A vaccine developed by Canadian company Immunovaccine Inc., was found to be protective against Ebola virus in animals. Four monkeys infected with the Ebola virus survived after being injected the vaccine. The company declared the study results on Monday which resulted its stock markets to soar high. 
The Halifax, Nova Scotia-based company said that the four monkeys were first vaccinated and later a lethal dose of Ebola virus was injected in them. While these four animals survived the viral attack, two monkeys in the control group, who did not received the vaccine, died within a week. The company started the production of Ebola vaccine few months back after the U.S. National Institutes of Health (NIH) suggested Immunovaccine to develop vaccine for Ebola implementing the technology used by the company in the development of anthrax vaccine.

The vaccine production work was a part of NIH tests on potential antigens, agents (substances) that trigger the immune system to produce antibodies against the Ebola virus. The antigen present in this vaccine does not use a same virus to attack the cells unlike antigens of other early-stage Ebola vaccines. 
Currently ZMapp, an experimental drug is been used to treat Ebola virus although FDA (Food and Drug Administration) has not approved it officially due to lack of human clinical trials.
What is ZMapp and how it works?
ZMapp, combination drug contains monoclonal antibodies made from a tobacco-plant strain. It is an optimized cocktail combining the best components of two treatments namely MB-003 (Mapp) and ZMAb (Defyrus/PHAC) and is produced in a laboratory by exposing mice to fragments of the virus. This drug contains antibodies that confer protection against the virus attacking the body. These antibodies bind to a specific protein (target) of the virus and mimic the immune action.  

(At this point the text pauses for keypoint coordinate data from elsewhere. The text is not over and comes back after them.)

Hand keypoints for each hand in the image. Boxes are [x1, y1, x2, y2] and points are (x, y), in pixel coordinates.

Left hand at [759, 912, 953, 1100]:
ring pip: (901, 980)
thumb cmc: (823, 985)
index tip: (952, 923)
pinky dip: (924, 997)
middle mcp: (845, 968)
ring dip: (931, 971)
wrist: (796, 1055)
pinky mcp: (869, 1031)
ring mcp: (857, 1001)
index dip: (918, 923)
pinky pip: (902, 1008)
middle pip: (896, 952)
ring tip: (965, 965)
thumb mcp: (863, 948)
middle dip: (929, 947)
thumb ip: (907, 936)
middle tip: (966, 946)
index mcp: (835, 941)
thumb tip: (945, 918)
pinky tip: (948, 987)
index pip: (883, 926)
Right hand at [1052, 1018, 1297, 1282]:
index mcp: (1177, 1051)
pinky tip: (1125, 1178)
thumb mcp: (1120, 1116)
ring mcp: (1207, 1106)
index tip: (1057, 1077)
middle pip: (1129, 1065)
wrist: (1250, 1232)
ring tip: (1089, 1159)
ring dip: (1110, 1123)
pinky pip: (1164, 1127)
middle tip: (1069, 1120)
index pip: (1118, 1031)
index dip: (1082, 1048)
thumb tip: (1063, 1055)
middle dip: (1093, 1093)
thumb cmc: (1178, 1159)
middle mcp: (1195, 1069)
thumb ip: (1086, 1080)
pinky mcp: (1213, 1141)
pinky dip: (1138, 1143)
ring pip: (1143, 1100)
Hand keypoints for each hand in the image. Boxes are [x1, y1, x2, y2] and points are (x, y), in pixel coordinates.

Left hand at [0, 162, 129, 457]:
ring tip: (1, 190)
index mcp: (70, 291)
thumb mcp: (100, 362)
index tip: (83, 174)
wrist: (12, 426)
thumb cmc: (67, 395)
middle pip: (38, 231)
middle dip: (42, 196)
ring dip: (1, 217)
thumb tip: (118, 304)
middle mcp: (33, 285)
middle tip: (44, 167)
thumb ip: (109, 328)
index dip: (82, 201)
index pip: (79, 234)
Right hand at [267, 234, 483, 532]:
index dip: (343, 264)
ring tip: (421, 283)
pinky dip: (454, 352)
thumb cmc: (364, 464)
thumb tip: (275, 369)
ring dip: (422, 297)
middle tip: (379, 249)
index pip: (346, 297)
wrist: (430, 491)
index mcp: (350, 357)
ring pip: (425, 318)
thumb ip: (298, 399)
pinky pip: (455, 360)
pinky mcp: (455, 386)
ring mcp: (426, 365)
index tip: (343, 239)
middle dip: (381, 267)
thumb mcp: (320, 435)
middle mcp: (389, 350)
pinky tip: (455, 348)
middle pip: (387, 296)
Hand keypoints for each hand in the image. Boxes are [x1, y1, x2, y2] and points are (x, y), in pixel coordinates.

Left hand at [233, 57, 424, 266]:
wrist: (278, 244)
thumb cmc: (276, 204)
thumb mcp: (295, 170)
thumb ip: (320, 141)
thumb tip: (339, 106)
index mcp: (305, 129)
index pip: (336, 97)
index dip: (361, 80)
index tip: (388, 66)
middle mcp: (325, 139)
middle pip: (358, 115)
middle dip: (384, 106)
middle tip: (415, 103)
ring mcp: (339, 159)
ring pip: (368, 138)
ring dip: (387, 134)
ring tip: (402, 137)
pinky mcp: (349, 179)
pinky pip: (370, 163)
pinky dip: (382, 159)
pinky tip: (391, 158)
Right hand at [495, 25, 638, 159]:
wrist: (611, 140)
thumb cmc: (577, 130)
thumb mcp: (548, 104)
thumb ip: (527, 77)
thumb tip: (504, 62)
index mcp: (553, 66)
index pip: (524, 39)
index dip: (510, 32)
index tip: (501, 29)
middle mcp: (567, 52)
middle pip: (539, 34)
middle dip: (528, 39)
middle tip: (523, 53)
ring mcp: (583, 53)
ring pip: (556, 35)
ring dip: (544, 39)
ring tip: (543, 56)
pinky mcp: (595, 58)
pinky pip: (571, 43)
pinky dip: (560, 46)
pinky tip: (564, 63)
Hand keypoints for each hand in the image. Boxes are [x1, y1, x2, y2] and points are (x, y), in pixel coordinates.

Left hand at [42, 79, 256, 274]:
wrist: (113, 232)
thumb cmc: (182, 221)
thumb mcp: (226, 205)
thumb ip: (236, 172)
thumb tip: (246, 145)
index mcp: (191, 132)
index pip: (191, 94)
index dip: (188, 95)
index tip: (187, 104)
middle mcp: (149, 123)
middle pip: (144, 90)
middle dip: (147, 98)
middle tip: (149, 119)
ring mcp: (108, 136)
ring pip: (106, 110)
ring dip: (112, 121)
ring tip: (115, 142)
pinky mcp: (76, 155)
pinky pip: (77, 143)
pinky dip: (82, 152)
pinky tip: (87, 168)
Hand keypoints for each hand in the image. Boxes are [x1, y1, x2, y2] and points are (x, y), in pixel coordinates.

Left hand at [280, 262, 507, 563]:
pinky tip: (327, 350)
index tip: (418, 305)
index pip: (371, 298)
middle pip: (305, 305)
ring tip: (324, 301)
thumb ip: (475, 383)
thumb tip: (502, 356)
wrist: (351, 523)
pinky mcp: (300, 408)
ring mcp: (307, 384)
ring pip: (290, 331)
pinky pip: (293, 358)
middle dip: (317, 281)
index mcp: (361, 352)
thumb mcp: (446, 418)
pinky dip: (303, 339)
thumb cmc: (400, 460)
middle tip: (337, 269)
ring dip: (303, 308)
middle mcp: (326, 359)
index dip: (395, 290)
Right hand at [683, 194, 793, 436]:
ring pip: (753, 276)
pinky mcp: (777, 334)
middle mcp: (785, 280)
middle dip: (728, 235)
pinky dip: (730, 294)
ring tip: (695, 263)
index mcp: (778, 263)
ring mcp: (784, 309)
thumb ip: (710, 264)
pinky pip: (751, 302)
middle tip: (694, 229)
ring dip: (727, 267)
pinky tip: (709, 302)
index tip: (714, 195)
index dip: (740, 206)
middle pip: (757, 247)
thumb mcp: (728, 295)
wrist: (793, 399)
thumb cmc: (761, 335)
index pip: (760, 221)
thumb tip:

Why has the FDA  not approved ZMapp?
As of now, only two cases have been reported stating that ZMapp has been effective in treating Ebola, while studies have shown that only 43% of animals affected with the Ebola virus have been cured. Additionally, the efficacy of the drug has not been evaluated in humans (only two cases have been positive where the drug was used before infection and not after being affected). The drug is being used based on the experimental evidence and its safety has to be proven through clinical trials. It might take at least two months for large scale studies on humans and thus, a considerable amount of time for the FDA to officially approve the use of ZMapp for Ebola treatment.